§ WHAT YOU WILL DO
Nothing in the records may be changed; reproduce all of them.

§ DATA FOR THIS TASK

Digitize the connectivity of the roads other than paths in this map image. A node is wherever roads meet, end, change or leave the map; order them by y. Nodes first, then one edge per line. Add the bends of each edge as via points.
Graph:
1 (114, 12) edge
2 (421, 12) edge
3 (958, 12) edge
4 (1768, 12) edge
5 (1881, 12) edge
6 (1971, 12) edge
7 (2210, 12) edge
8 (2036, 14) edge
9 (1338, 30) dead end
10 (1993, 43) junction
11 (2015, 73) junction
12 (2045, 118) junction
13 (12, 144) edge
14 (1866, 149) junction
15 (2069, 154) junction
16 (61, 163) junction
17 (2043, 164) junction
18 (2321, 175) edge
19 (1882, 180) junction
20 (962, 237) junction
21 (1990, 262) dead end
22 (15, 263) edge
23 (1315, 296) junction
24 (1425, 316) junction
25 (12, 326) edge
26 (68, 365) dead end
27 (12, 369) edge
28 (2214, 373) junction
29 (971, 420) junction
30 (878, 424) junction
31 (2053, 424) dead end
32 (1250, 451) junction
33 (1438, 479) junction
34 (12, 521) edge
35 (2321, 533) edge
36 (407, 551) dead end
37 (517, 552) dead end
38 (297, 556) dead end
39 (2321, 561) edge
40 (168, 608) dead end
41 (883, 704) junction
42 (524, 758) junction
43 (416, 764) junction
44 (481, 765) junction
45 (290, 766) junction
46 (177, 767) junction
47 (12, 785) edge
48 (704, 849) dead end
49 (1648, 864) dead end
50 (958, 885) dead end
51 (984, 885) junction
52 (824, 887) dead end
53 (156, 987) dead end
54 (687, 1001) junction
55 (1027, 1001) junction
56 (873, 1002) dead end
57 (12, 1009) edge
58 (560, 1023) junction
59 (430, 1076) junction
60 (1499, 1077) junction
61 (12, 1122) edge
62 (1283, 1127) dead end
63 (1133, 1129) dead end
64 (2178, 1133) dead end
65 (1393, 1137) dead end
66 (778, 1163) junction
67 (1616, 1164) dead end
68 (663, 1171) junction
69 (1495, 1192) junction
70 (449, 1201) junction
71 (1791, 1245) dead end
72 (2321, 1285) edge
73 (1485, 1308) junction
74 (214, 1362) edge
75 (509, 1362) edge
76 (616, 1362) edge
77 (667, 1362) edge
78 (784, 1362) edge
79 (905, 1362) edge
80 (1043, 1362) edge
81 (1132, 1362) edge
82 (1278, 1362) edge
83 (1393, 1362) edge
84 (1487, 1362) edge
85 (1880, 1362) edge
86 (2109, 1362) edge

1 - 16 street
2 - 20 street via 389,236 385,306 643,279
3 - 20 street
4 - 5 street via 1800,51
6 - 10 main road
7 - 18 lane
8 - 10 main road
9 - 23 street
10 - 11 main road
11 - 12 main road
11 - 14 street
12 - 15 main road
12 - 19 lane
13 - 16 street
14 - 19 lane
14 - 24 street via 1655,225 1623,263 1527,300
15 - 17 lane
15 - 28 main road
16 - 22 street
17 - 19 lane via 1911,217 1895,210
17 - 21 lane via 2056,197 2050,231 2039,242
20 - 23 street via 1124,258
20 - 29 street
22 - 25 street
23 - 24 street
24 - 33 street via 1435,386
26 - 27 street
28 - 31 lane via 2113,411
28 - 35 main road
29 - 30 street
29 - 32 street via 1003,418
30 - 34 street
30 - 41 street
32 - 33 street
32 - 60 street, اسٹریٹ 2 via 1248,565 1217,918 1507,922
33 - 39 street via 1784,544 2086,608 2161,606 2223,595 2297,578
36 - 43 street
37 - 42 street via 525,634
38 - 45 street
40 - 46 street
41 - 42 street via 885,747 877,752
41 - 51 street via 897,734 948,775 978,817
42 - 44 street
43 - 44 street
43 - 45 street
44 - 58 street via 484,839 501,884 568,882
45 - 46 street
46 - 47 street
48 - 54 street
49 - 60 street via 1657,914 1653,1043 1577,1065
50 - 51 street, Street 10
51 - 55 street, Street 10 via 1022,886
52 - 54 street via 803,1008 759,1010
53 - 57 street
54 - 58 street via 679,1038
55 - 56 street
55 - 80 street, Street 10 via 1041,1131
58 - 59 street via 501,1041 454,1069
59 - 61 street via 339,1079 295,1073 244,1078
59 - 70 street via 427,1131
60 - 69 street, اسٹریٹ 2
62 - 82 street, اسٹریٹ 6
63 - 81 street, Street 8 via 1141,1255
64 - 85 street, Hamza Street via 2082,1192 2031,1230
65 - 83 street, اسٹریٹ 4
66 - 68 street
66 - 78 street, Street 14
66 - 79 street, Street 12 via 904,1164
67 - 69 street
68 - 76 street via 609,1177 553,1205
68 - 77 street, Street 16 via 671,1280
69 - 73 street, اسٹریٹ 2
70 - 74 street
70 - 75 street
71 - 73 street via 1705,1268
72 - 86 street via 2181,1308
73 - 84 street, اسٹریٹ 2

§ TASK ANSWER
Digitize the connectivity of the roads other than paths in this map image. A node is wherever roads meet, end, change or leave the map; order them by y. Nodes first, then one edge per line. Add the bends of each edge as via points.
Graph:
1 (114, 12) edge
2 (421, 12) edge
3 (958, 12) edge
4 (1768, 12) edge
5 (1881, 12) edge
6 (1971, 12) edge
7 (2210, 12) edge
8 (2036, 14) edge
9 (1338, 30) dead end
10 (1993, 43) junction
11 (2015, 73) junction
12 (2045, 118) junction
13 (12, 144) edge
14 (1866, 149) junction
15 (2069, 154) junction
16 (61, 163) junction
17 (2043, 164) junction
18 (2321, 175) edge
19 (1882, 180) junction
20 (962, 237) junction
21 (1990, 262) dead end
22 (15, 263) edge
23 (1315, 296) junction
24 (1425, 316) junction
25 (12, 326) edge
26 (68, 365) dead end
27 (12, 369) edge
28 (2214, 373) junction
29 (971, 420) junction
30 (878, 424) junction
31 (2053, 424) dead end
32 (1250, 451) junction
33 (1438, 479) junction
34 (12, 521) edge
35 (2321, 533) edge
36 (407, 551) dead end
37 (517, 552) dead end
38 (297, 556) dead end
39 (2321, 561) edge
40 (168, 608) dead end
41 (883, 704) junction
42 (524, 758) junction
43 (416, 764) junction
44 (481, 765) junction
45 (290, 766) junction
46 (177, 767) junction
47 (12, 785) edge
48 (704, 849) dead end
49 (1648, 864) dead end
50 (958, 885) dead end
51 (984, 885) junction
52 (824, 887) dead end
53 (156, 987) dead end
54 (687, 1001) junction
55 (1027, 1001) junction
56 (873, 1002) dead end
57 (12, 1009) edge
58 (560, 1023) junction
59 (430, 1076) junction
60 (1499, 1077) junction
61 (12, 1122) edge
62 (1283, 1127) dead end
63 (1133, 1129) dead end
64 (2178, 1133) dead end
65 (1393, 1137) dead end
66 (778, 1163) junction
67 (1616, 1164) dead end
68 (663, 1171) junction
69 (1495, 1192) junction
70 (449, 1201) junction
71 (1791, 1245) dead end
72 (2321, 1285) edge
73 (1485, 1308) junction
74 (214, 1362) edge
75 (509, 1362) edge
76 (616, 1362) edge
77 (667, 1362) edge
78 (784, 1362) edge
79 (905, 1362) edge
80 (1043, 1362) edge
81 (1132, 1362) edge
82 (1278, 1362) edge
83 (1393, 1362) edge
84 (1487, 1362) edge
85 (1880, 1362) edge
86 (2109, 1362) edge

1 - 16 street
2 - 20 street via 389,236 385,306 643,279
3 - 20 street
4 - 5 street via 1800,51
6 - 10 main road
7 - 18 lane
8 - 10 main road
9 - 23 street
10 - 11 main road
11 - 12 main road
11 - 14 street
12 - 15 main road
12 - 19 lane
13 - 16 street
14 - 19 lane
14 - 24 street via 1655,225 1623,263 1527,300
15 - 17 lane
15 - 28 main road
16 - 22 street
17 - 19 lane via 1911,217 1895,210
17 - 21 lane via 2056,197 2050,231 2039,242
20 - 23 street via 1124,258
20 - 29 street
22 - 25 street
23 - 24 street
24 - 33 street via 1435,386
26 - 27 street
28 - 31 lane via 2113,411
28 - 35 main road
29 - 30 street
29 - 32 street via 1003,418
30 - 34 street
30 - 41 street
32 - 33 street
32 - 60 street, اسٹریٹ 2 via 1248,565 1217,918 1507,922
33 - 39 street via 1784,544 2086,608 2161,606 2223,595 2297,578
36 - 43 street
37 - 42 street via 525,634
38 - 45 street
40 - 46 street
41 - 42 street via 885,747 877,752
41 - 51 street via 897,734 948,775 978,817
42 - 44 street
43 - 44 street
43 - 45 street
44 - 58 street via 484,839 501,884 568,882
45 - 46 street
46 - 47 street
48 - 54 street
49 - 60 street via 1657,914 1653,1043 1577,1065
50 - 51 street, Street 10
51 - 55 street, Street 10 via 1022,886
52 - 54 street via 803,1008 759,1010
53 - 57 street
54 - 58 street via 679,1038
55 - 56 street
55 - 80 street, Street 10 via 1041,1131
58 - 59 street via 501,1041 454,1069
59 - 61 street via 339,1079 295,1073 244,1078
59 - 70 street via 427,1131
60 - 69 street, اسٹریٹ 2
62 - 82 street, اسٹریٹ 6
63 - 81 street, Street 8 via 1141,1255
64 - 85 street, Hamza Street via 2082,1192 2031,1230
65 - 83 street, اسٹریٹ 4
66 - 68 street
66 - 78 street, Street 14
66 - 79 street, Street 12 via 904,1164
67 - 69 street
68 - 76 street via 609,1177 553,1205
68 - 77 street, Street 16 via 671,1280
69 - 73 street, اسٹریٹ 2
70 - 74 street
70 - 75 street
71 - 73 street via 1705,1268
72 - 86 street via 2181,1308
73 - 84 street, اسٹریٹ 2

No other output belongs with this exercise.